Still I was happy. I worked hard, became a mother, was in an abusive relationship. I had lots of issues with my children, as most people do. I was happy. I found BDSM and suddenly a light bulb went off, as I have previously stated. I met a dominant who although was never abusive, fed my abandonment issues. He disappeared, more than once. I was still happy.
I met another dominant man, who I swore loved me deeply, never abandoned me, but he died. I helped him and protected him through his death. He was a liar and a cheater and I was yet 1 in a dozen to him. I hurt deeply but I wouldn’t let that pain get in my way. I was still happy.
Then I found my daddy. He often says he wishes he found me 20 years ago. I am not. Why? Neither of us would have been ready. He needed to get his anger out. And I needed to take time to understand me and my own submission. I needed to learn, through all the people in my world who hurt me, how to be the best me.

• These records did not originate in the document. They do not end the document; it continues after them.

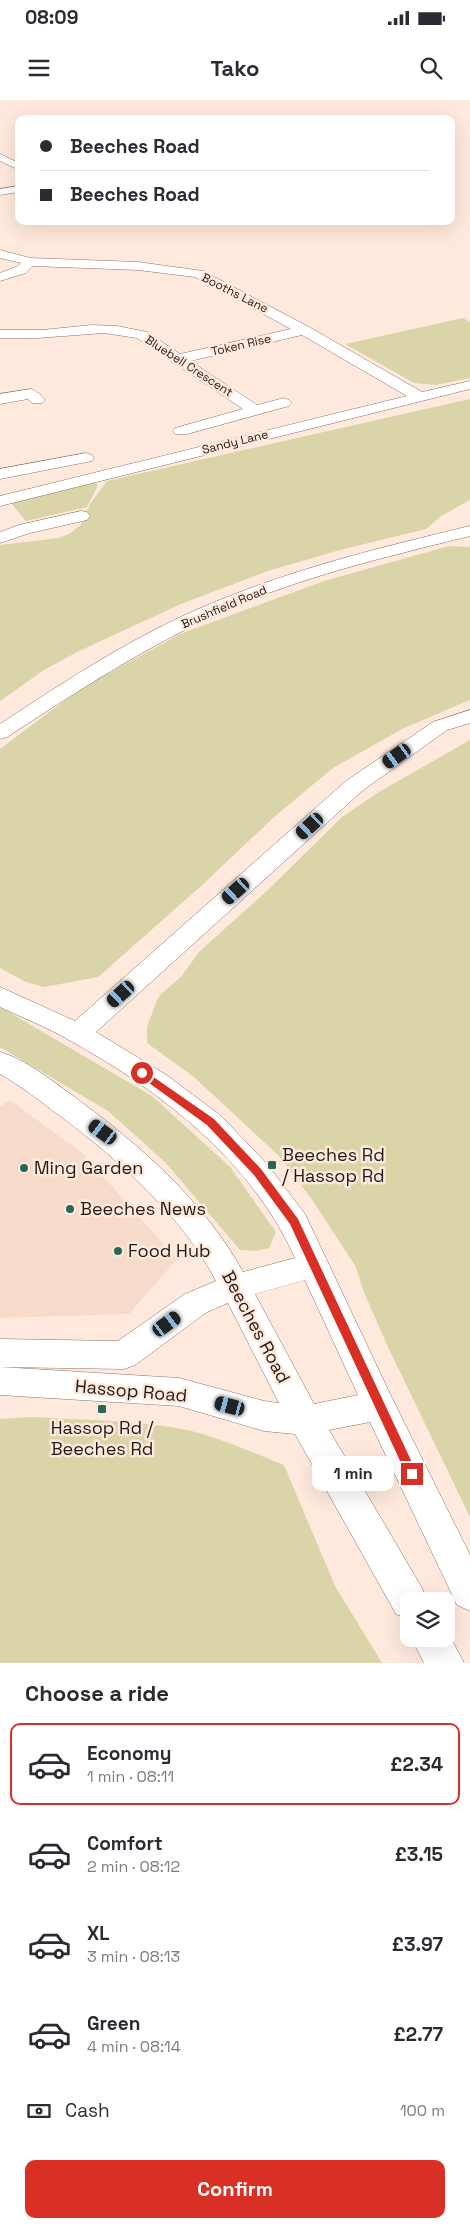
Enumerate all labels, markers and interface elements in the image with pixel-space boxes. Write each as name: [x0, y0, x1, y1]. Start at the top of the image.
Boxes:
text: 08:09: [25, 5, 78, 30]
icon: menu: [25, 54, 53, 82]
text: Tako: [211, 54, 259, 82]
icon: search: [417, 54, 445, 82]
text: Beeches Road: [70, 134, 200, 159]
text: Beeches Road: [70, 182, 200, 207]
street label: Booths Lane: [199, 269, 271, 317]
street label: Token Rise: [210, 330, 272, 360]
street label: Bluebell Crescent: [142, 332, 236, 400]
street label: Sandy Lane: [200, 426, 270, 458]
street label: Brushfield Road: [179, 582, 269, 632]
car: [380, 741, 413, 771]
car: [293, 810, 326, 842]
car: [219, 875, 252, 907]
car: [104, 978, 137, 1010]
route start: [131, 1062, 153, 1084]
car: [86, 1117, 119, 1147]
place label: Beeches Rd / Hassop Rd: [282, 1143, 385, 1187]
place label: Ming Garden: [34, 1156, 143, 1179]
marker: Beeches Rd / Hassop Rd: [266, 1159, 278, 1171]
marker: Ming Garden: [18, 1162, 30, 1174]
place label: Beeches News: [80, 1197, 206, 1220]
marker: Beeches News: [64, 1203, 76, 1215]
place label: Food Hub: [128, 1239, 211, 1262]
marker: Food Hub: [112, 1245, 124, 1257]
street label: Beeches Road: [217, 1267, 296, 1387]
car: [150, 1309, 183, 1339]
street label: Hassop Road: [74, 1374, 188, 1407]
car: [213, 1395, 246, 1417]
marker: Hassop Rd / Beeches Rd: [96, 1403, 108, 1415]
place label: Hassop Rd / Beeches Rd: [51, 1416, 154, 1460]
callout: 1 min: [312, 1456, 394, 1492]
text: 1 min: [333, 1463, 373, 1484]
route end: [401, 1463, 423, 1485]
map controls: [400, 1592, 455, 1647]
button: layers: [400, 1592, 455, 1647]
text: Choose a ride: [25, 1679, 169, 1707]
text: Economy: [87, 1741, 171, 1766]
icon: car: [27, 1742, 72, 1787]
text: £2.34: [390, 1752, 443, 1777]
text: 1 min · 08:11: [87, 1766, 174, 1787]
text: Comfort: [87, 1831, 163, 1856]
icon: car: [27, 1832, 72, 1877]
text: £3.15: [395, 1842, 443, 1867]
text: 2 min · 08:12: [87, 1856, 180, 1877]
text: XL: [87, 1921, 110, 1946]
icon: car: [27, 1922, 72, 1967]
text: £3.97: [392, 1932, 443, 1957]
text: 3 min · 08:13: [87, 1946, 180, 1967]
text: Green: [87, 2011, 140, 2036]
icon: car: [27, 2012, 72, 2057]
text: £2.77: [394, 2022, 443, 2047]
text: 4 min · 08:14: [87, 2036, 181, 2057]
icon: cash: [25, 2097, 53, 2125]
text: Cash: [65, 2098, 110, 2123]
text: 100 m: [400, 2100, 445, 2121]
button: Confirm: [25, 2160, 445, 2218]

I have taught Daddy to trust and to feel as protected as I feel with him. He has let me know I will not be abandoned or ever hurt by anyone again. Nor will he. We have grown and matured into these roles. I am loved for who I am-for my heart and for my happy nature that is mostly directed by my 12 year old alter Sophie. He protects her at all costs. I love him for everything he is. And for giving me courage to not own others abuse or anger. He has helped me to see how and why I am loved. I am helping him see why is a a good, kind and lovable man.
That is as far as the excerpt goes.